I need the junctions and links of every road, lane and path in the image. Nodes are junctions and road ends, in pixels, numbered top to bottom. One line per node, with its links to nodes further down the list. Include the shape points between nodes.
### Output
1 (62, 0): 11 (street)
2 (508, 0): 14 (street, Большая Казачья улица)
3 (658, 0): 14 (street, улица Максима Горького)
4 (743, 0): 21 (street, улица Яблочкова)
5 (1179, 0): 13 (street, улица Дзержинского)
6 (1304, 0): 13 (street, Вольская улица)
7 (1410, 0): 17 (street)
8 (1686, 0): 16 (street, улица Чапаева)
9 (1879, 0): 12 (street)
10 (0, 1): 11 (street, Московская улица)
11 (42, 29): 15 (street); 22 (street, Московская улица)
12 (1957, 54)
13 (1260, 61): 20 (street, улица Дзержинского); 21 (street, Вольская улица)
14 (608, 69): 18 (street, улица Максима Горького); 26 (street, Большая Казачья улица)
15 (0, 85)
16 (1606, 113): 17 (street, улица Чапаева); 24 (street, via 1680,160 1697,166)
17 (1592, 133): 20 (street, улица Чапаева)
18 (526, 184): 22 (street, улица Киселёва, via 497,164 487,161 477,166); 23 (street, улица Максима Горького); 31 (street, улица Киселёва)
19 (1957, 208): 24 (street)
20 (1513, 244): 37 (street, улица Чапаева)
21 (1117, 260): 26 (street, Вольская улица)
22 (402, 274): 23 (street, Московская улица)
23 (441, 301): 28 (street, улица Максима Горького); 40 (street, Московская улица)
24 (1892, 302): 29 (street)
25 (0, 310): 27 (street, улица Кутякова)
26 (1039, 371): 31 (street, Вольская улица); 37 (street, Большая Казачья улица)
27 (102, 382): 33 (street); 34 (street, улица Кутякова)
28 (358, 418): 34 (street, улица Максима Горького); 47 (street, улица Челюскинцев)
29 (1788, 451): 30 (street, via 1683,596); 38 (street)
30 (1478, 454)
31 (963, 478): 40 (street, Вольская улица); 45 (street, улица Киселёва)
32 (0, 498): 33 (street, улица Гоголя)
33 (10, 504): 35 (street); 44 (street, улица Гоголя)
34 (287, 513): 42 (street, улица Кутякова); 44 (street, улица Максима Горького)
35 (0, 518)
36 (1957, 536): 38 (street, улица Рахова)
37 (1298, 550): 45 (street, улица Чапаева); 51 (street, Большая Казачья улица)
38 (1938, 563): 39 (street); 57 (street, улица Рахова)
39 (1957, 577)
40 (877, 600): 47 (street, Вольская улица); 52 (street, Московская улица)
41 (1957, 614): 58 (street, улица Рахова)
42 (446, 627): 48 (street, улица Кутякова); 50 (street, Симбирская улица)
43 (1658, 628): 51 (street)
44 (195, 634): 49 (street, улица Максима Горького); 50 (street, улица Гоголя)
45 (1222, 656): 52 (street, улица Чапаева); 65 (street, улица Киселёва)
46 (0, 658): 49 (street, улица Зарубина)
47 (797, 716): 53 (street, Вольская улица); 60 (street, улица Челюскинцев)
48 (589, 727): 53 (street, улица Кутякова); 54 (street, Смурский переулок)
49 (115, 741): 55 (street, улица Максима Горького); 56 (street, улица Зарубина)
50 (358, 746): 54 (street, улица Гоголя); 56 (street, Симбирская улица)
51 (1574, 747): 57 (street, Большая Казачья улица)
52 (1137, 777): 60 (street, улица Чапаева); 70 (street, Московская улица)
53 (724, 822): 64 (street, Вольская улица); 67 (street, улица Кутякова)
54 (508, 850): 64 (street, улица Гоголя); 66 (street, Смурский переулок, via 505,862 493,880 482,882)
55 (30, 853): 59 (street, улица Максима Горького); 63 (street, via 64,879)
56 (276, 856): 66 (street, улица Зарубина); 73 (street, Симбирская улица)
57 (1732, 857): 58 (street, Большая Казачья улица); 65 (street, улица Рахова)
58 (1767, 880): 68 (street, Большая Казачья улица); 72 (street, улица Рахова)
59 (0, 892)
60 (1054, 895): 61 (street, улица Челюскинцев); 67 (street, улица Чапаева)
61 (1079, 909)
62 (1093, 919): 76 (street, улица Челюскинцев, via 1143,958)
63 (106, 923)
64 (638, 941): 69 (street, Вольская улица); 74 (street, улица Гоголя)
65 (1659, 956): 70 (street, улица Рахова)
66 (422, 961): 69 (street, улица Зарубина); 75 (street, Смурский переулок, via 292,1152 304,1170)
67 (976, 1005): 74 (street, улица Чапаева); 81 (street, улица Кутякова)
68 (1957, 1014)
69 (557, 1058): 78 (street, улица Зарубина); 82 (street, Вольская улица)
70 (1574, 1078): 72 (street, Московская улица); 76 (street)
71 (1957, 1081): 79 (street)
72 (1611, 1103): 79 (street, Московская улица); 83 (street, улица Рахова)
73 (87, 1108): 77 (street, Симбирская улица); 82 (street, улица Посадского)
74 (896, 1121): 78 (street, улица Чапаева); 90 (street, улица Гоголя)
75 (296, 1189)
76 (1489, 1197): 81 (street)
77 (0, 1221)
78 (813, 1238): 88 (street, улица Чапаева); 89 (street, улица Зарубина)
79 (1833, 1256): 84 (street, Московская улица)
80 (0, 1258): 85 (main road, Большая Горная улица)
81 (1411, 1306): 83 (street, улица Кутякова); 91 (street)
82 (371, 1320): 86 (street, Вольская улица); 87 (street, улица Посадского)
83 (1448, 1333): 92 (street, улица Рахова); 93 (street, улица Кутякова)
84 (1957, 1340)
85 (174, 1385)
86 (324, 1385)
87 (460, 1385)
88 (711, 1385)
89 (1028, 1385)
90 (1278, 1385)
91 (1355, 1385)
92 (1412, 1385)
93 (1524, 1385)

-----

WORK ITEM
Copy the whole listing down exactly.

RESPONSE BOX
I need the junctions and links of every road, lane and path in the image. Nodes are junctions and road ends, in pixels, numbered top to bottom. One line per node, with its links to nodes further down the list. Include the shape points between nodes.
### Output
1 (62, 0): 11 (street)
2 (508, 0): 14 (street, Большая Казачья улица)
3 (658, 0): 14 (street, улица Максима Горького)
4 (743, 0): 21 (street, улица Яблочкова)
5 (1179, 0): 13 (street, улица Дзержинского)
6 (1304, 0): 13 (street, Вольская улица)
7 (1410, 0): 17 (street)
8 (1686, 0): 16 (street, улица Чапаева)
9 (1879, 0): 12 (street)
10 (0, 1): 11 (street, Московская улица)
11 (42, 29): 15 (street); 22 (street, Московская улица)
12 (1957, 54)
13 (1260, 61): 20 (street, улица Дзержинского); 21 (street, Вольская улица)
14 (608, 69): 18 (street, улица Максима Горького); 26 (street, Большая Казачья улица)
15 (0, 85)
16 (1606, 113): 17 (street, улица Чапаева); 24 (street, via 1680,160 1697,166)
17 (1592, 133): 20 (street, улица Чапаева)
18 (526, 184): 22 (street, улица Киселёва, via 497,164 487,161 477,166); 23 (street, улица Максима Горького); 31 (street, улица Киселёва)
19 (1957, 208): 24 (street)
20 (1513, 244): 37 (street, улица Чапаева)
21 (1117, 260): 26 (street, Вольская улица)
22 (402, 274): 23 (street, Московская улица)
23 (441, 301): 28 (street, улица Максима Горького); 40 (street, Московская улица)
24 (1892, 302): 29 (street)
25 (0, 310): 27 (street, улица Кутякова)
26 (1039, 371): 31 (street, Вольская улица); 37 (street, Большая Казачья улица)
27 (102, 382): 33 (street); 34 (street, улица Кутякова)
28 (358, 418): 34 (street, улица Максима Горького); 47 (street, улица Челюскинцев)
29 (1788, 451): 30 (street, via 1683,596); 38 (street)
30 (1478, 454)
31 (963, 478): 40 (street, Вольская улица); 45 (street, улица Киселёва)
32 (0, 498): 33 (street, улица Гоголя)
33 (10, 504): 35 (street); 44 (street, улица Гоголя)
34 (287, 513): 42 (street, улица Кутякова); 44 (street, улица Максима Горького)
35 (0, 518)
36 (1957, 536): 38 (street, улица Рахова)
37 (1298, 550): 45 (street, улица Чапаева); 51 (street, Большая Казачья улица)
38 (1938, 563): 39 (street); 57 (street, улица Рахова)
39 (1957, 577)
40 (877, 600): 47 (street, Вольская улица); 52 (street, Московская улица)
41 (1957, 614): 58 (street, улица Рахова)
42 (446, 627): 48 (street, улица Кутякова); 50 (street, Симбирская улица)
43 (1658, 628): 51 (street)
44 (195, 634): 49 (street, улица Максима Горького); 50 (street, улица Гоголя)
45 (1222, 656): 52 (street, улица Чапаева); 65 (street, улица Киселёва)
46 (0, 658): 49 (street, улица Зарубина)
47 (797, 716): 53 (street, Вольская улица); 60 (street, улица Челюскинцев)
48 (589, 727): 53 (street, улица Кутякова); 54 (street, Смурский переулок)
49 (115, 741): 55 (street, улица Максима Горького); 56 (street, улица Зарубина)
50 (358, 746): 54 (street, улица Гоголя); 56 (street, Симбирская улица)
51 (1574, 747): 57 (street, Большая Казачья улица)
52 (1137, 777): 60 (street, улица Чапаева); 70 (street, Московская улица)
53 (724, 822): 64 (street, Вольская улица); 67 (street, улица Кутякова)
54 (508, 850): 64 (street, улица Гоголя); 66 (street, Смурский переулок, via 505,862 493,880 482,882)
55 (30, 853): 59 (street, улица Максима Горького); 63 (street, via 64,879)
56 (276, 856): 66 (street, улица Зарубина); 73 (street, Симбирская улица)
57 (1732, 857): 58 (street, Большая Казачья улица); 65 (street, улица Рахова)
58 (1767, 880): 68 (street, Большая Казачья улица); 72 (street, улица Рахова)
59 (0, 892)
60 (1054, 895): 61 (street, улица Челюскинцев); 67 (street, улица Чапаева)
61 (1079, 909)
62 (1093, 919): 76 (street, улица Челюскинцев, via 1143,958)
63 (106, 923)
64 (638, 941): 69 (street, Вольская улица); 74 (street, улица Гоголя)
65 (1659, 956): 70 (street, улица Рахова)
66 (422, 961): 69 (street, улица Зарубина); 75 (street, Смурский переулок, via 292,1152 304,1170)
67 (976, 1005): 74 (street, улица Чапаева); 81 (street, улица Кутякова)
68 (1957, 1014)
69 (557, 1058): 78 (street, улица Зарубина); 82 (street, Вольская улица)
70 (1574, 1078): 72 (street, Московская улица); 76 (street)
71 (1957, 1081): 79 (street)
72 (1611, 1103): 79 (street, Московская улица); 83 (street, улица Рахова)
73 (87, 1108): 77 (street, Симбирская улица); 82 (street, улица Посадского)
74 (896, 1121): 78 (street, улица Чапаева); 90 (street, улица Гоголя)
75 (296, 1189)
76 (1489, 1197): 81 (street)
77 (0, 1221)
78 (813, 1238): 88 (street, улица Чапаева); 89 (street, улица Зарубина)
79 (1833, 1256): 84 (street, Московская улица)
80 (0, 1258): 85 (main road, Большая Горная улица)
81 (1411, 1306): 83 (street, улица Кутякова); 91 (street)
82 (371, 1320): 86 (street, Вольская улица); 87 (street, улица Посадского)
83 (1448, 1333): 92 (street, улица Рахова); 93 (street, улица Кутякова)
84 (1957, 1340)
85 (174, 1385)
86 (324, 1385)
87 (460, 1385)
88 (711, 1385)
89 (1028, 1385)
90 (1278, 1385)
91 (1355, 1385)
92 (1412, 1385)
93 (1524, 1385)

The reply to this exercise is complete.